Top of INPUT

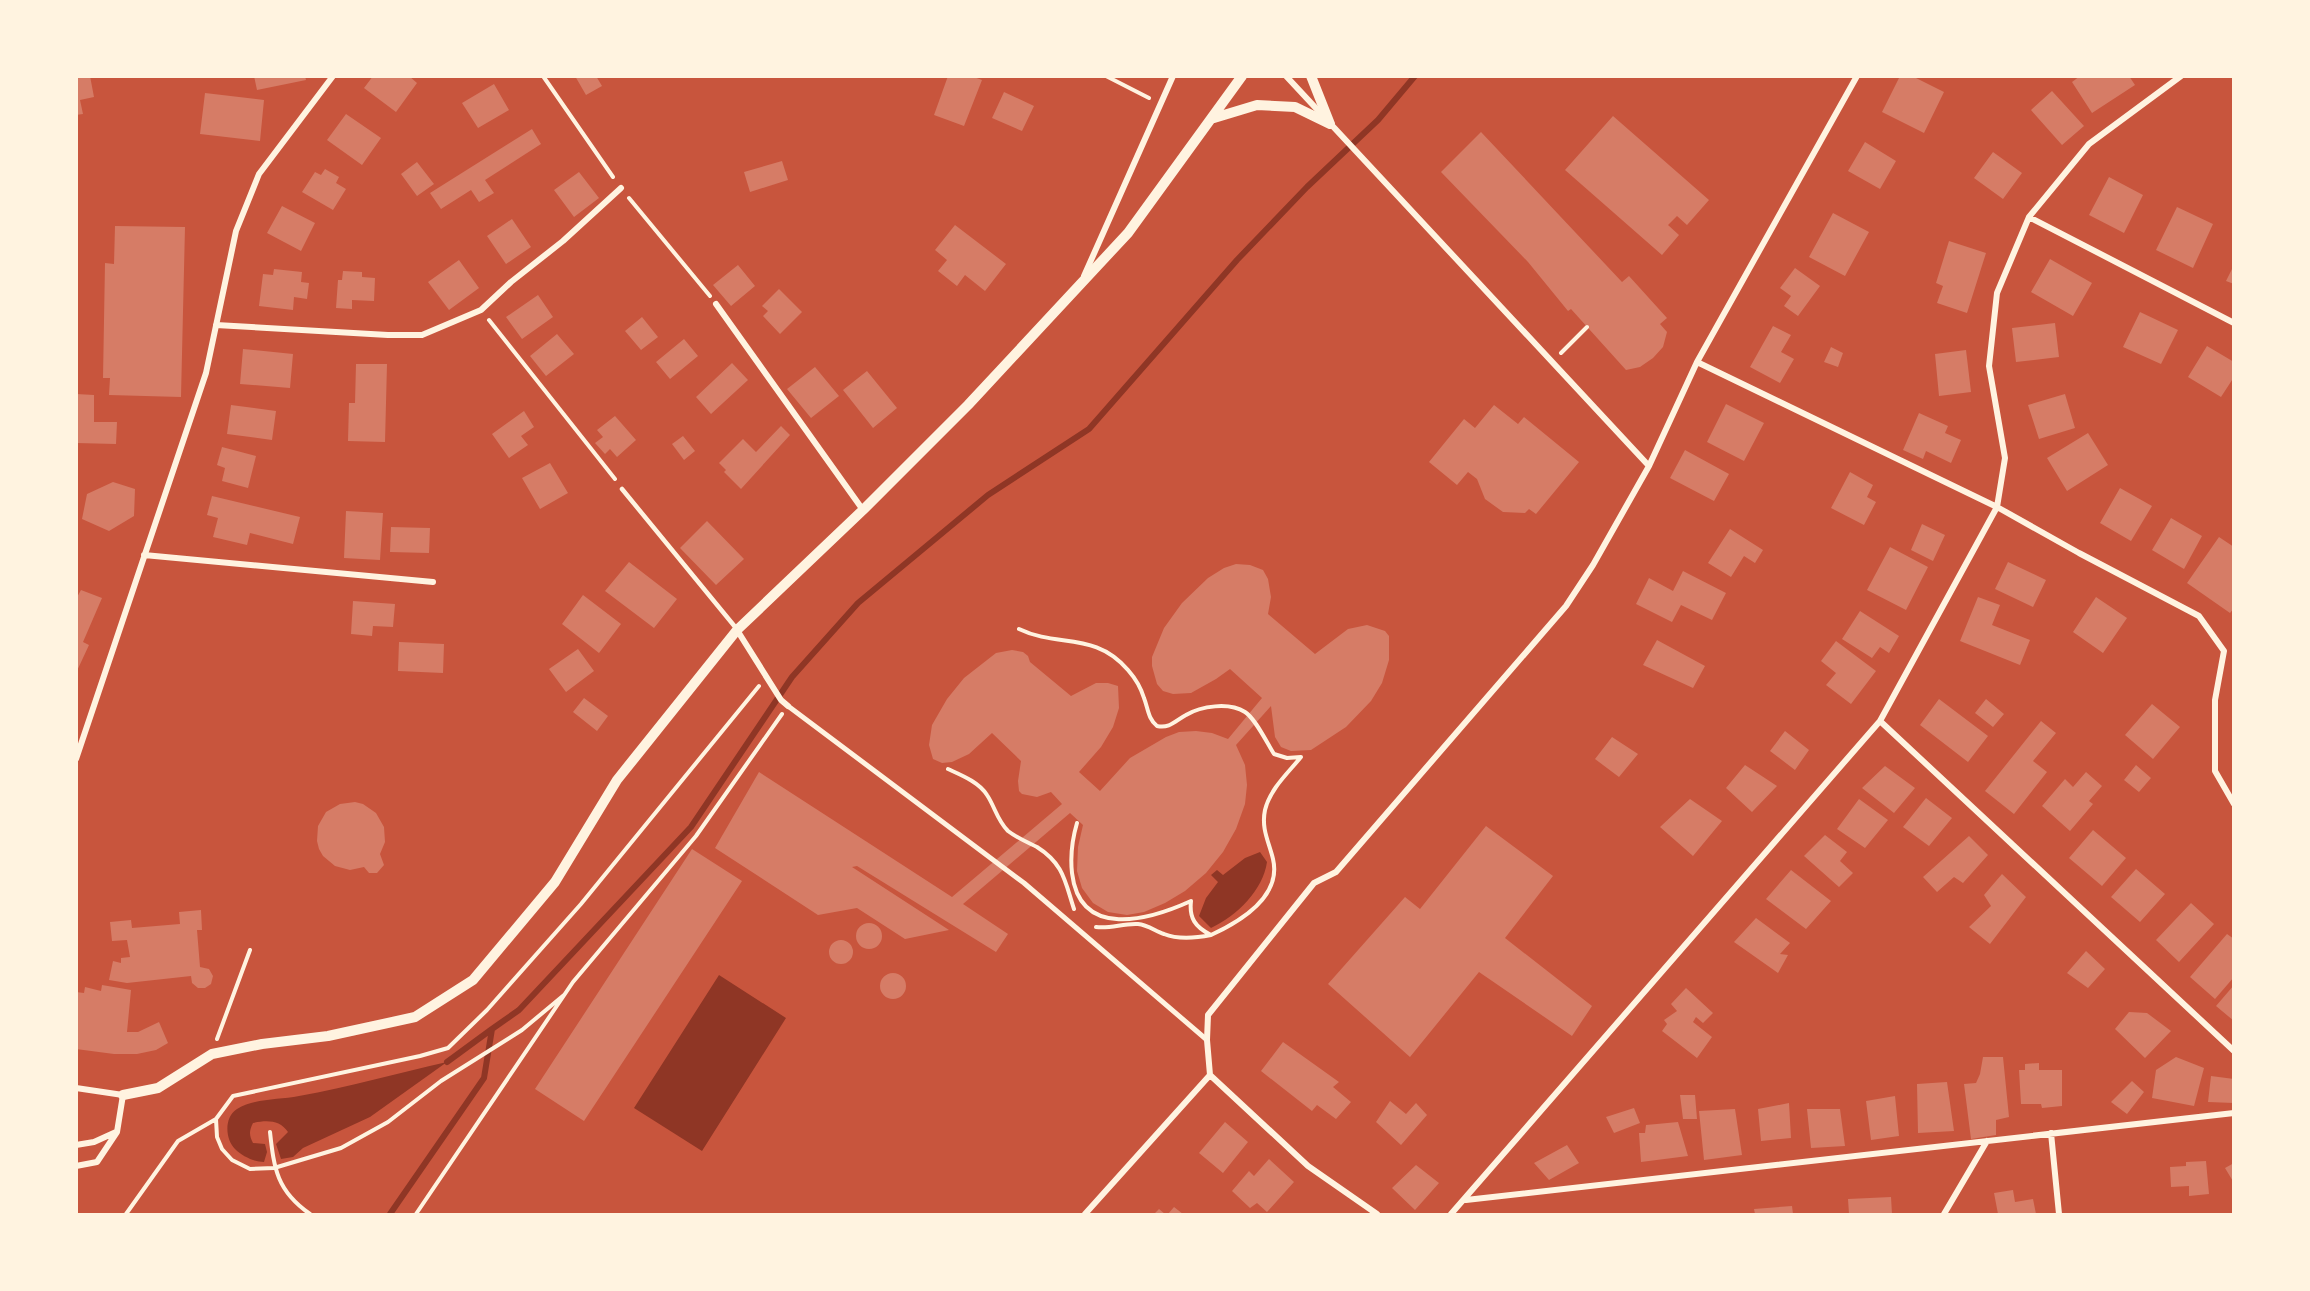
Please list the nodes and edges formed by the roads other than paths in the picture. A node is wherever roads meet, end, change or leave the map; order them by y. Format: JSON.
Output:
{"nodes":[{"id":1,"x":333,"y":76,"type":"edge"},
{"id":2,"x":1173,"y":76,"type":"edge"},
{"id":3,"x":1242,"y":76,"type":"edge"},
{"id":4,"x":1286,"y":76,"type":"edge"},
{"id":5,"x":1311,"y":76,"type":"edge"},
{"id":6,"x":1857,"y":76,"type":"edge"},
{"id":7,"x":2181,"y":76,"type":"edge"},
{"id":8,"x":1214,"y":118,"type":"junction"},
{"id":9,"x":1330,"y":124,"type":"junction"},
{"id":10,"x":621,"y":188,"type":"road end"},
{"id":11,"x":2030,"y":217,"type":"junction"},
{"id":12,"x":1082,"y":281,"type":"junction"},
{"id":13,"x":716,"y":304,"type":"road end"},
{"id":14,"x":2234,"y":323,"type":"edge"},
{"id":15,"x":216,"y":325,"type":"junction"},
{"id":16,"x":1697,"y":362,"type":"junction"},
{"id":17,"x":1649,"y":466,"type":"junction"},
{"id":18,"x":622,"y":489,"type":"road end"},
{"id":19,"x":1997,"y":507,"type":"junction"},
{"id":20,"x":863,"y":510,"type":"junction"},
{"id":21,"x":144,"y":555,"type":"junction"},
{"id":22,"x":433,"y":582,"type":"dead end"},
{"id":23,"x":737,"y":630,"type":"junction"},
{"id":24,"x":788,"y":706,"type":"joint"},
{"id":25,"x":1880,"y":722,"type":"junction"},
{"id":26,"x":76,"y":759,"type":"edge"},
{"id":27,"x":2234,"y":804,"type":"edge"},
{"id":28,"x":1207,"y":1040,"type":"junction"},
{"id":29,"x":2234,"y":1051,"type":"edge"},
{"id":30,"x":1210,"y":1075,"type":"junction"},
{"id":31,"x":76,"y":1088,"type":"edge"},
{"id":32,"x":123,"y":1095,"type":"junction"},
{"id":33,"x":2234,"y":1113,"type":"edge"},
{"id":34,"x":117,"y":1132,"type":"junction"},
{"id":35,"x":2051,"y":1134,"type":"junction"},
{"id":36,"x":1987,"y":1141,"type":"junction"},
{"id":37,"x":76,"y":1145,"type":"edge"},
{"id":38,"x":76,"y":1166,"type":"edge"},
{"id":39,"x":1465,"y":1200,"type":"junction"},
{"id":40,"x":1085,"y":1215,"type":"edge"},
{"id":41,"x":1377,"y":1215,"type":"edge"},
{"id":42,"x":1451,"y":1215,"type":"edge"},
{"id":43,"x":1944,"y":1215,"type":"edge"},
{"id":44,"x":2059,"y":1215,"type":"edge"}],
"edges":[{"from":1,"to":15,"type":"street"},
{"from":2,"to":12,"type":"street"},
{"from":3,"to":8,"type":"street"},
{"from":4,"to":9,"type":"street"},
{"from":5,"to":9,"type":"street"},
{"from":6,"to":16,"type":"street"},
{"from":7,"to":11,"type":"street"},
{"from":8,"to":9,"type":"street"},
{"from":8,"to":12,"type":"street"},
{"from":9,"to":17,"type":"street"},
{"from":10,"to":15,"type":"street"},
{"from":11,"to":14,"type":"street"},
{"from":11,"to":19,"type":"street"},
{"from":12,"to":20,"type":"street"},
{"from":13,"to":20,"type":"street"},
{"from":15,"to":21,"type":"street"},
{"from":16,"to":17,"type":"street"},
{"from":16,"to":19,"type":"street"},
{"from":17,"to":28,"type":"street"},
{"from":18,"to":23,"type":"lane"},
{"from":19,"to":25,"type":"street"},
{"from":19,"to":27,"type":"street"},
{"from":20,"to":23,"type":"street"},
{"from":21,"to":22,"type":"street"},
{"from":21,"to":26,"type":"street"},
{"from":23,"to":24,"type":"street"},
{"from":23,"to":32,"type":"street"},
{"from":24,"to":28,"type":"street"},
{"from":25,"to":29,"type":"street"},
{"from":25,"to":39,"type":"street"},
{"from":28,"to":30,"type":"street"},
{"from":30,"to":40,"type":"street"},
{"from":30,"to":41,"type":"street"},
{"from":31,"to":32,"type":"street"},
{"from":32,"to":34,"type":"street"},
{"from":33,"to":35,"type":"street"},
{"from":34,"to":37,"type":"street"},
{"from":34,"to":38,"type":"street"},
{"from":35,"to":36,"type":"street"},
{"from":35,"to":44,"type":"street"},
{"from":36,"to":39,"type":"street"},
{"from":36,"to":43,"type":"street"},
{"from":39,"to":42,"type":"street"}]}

Bottom of INPUT
Top of INPUT

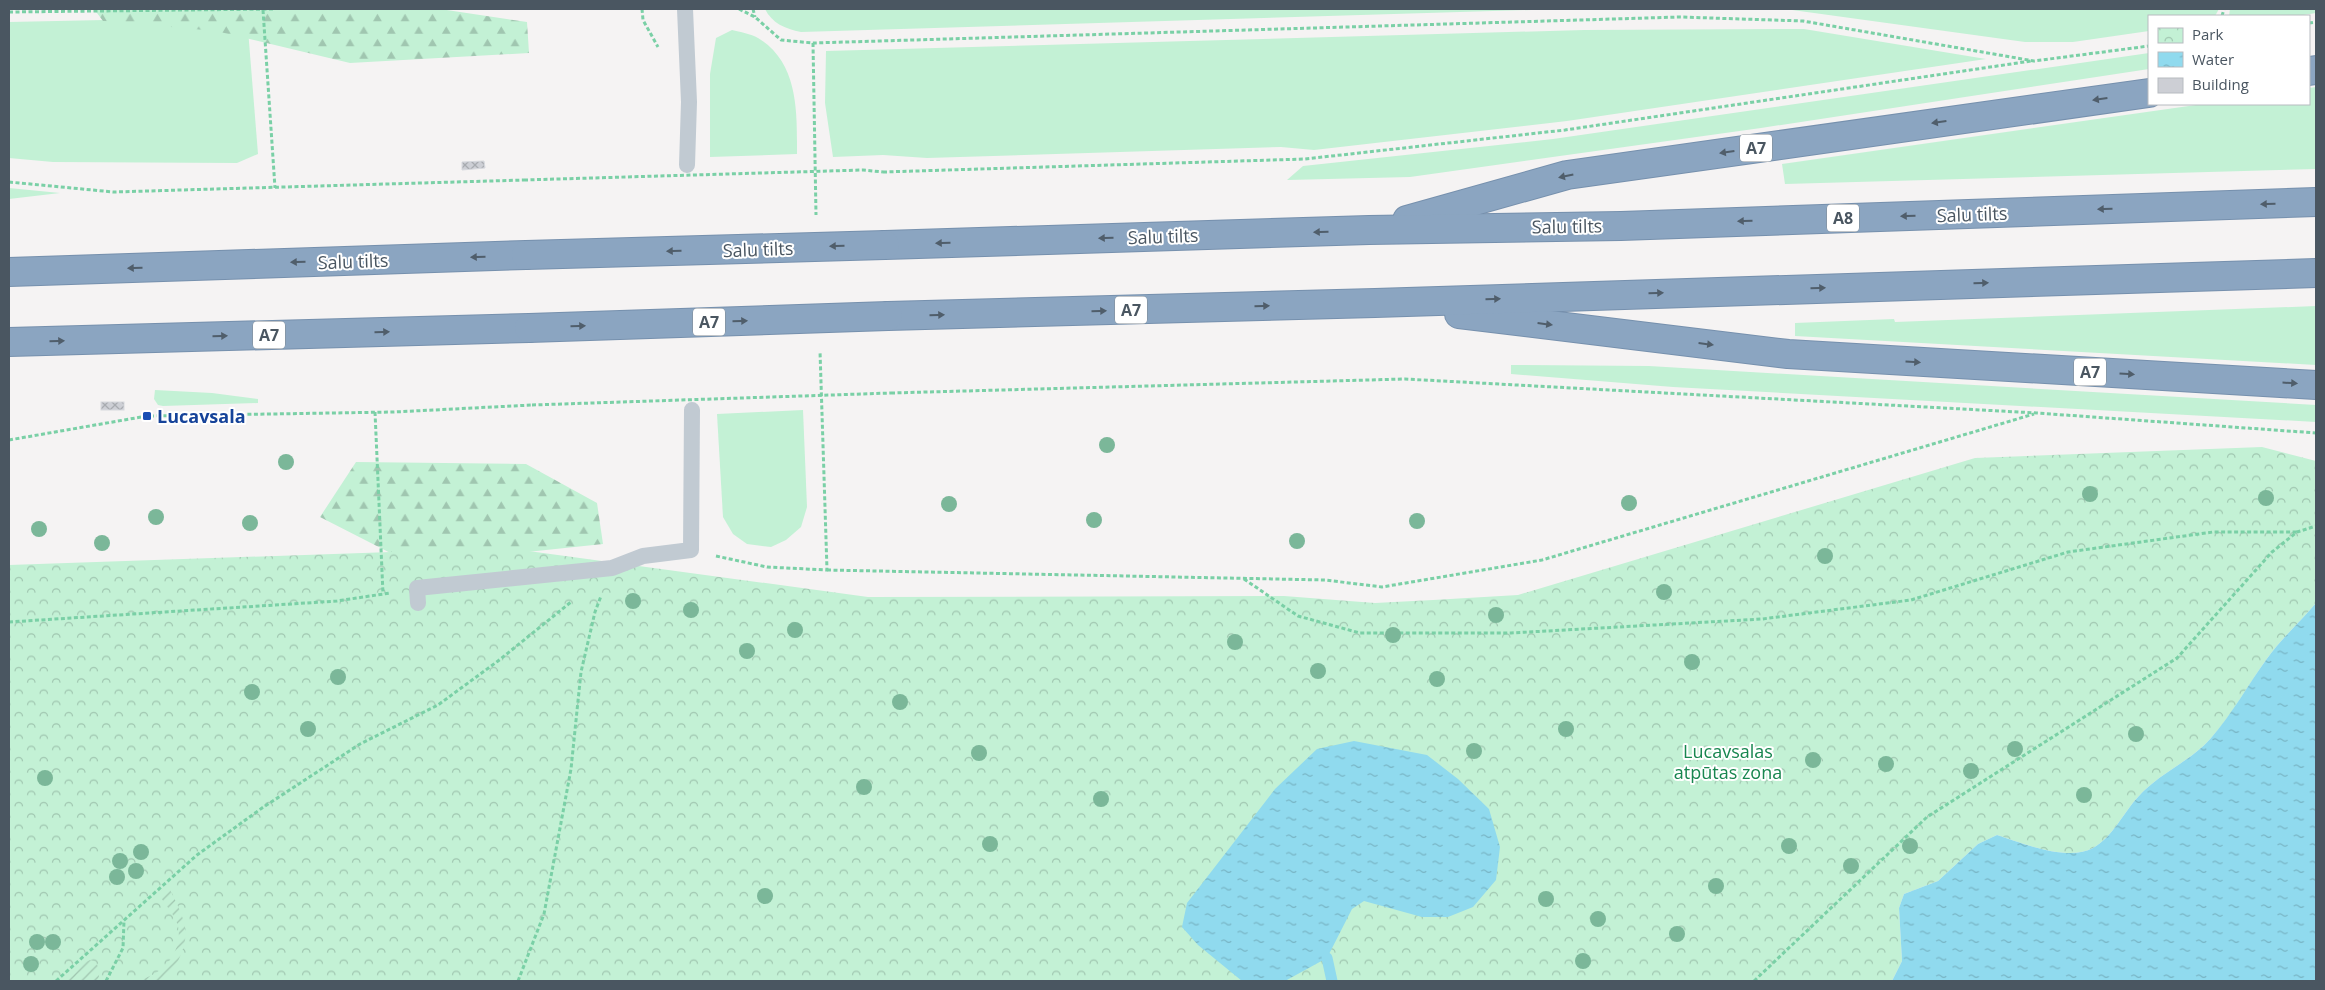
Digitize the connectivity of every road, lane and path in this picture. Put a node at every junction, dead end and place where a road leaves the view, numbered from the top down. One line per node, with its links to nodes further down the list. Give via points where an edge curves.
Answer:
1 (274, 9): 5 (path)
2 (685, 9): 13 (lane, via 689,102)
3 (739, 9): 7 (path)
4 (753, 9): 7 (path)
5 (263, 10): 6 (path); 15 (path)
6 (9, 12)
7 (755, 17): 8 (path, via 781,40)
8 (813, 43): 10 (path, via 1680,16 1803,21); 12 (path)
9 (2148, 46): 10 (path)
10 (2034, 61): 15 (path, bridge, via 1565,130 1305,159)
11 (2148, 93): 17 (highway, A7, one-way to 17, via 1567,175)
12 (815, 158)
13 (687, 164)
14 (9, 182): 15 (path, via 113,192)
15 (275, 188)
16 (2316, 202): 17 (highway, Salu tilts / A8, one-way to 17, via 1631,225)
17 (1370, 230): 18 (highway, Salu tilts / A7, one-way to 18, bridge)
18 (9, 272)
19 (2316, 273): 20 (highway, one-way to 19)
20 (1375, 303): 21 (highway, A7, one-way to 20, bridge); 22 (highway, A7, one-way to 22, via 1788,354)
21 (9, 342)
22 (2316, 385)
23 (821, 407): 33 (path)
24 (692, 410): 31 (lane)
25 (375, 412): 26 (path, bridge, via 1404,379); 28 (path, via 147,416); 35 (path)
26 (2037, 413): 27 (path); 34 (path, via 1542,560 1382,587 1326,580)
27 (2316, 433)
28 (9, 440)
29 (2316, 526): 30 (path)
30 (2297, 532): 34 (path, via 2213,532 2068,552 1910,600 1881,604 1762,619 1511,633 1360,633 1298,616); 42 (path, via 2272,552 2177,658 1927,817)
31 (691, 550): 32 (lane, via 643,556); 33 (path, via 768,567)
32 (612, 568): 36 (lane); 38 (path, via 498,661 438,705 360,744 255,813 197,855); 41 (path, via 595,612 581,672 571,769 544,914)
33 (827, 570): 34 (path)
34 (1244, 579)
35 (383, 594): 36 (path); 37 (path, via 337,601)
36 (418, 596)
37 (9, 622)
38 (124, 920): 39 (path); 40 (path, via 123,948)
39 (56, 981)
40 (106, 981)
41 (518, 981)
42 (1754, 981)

Bottom of INPUT

YOUR INSTRUCTIONS :: Look through the material above and pick out each line holding the word "Salu".

ANSWER FOR THIS EXERCISE ::
16 (2316, 202): 17 (highway, Salu tilts / A8, one-way to 17, via 1631,225)
17 (1370, 230): 18 (highway, Salu tilts / A7, one-way to 18, bridge)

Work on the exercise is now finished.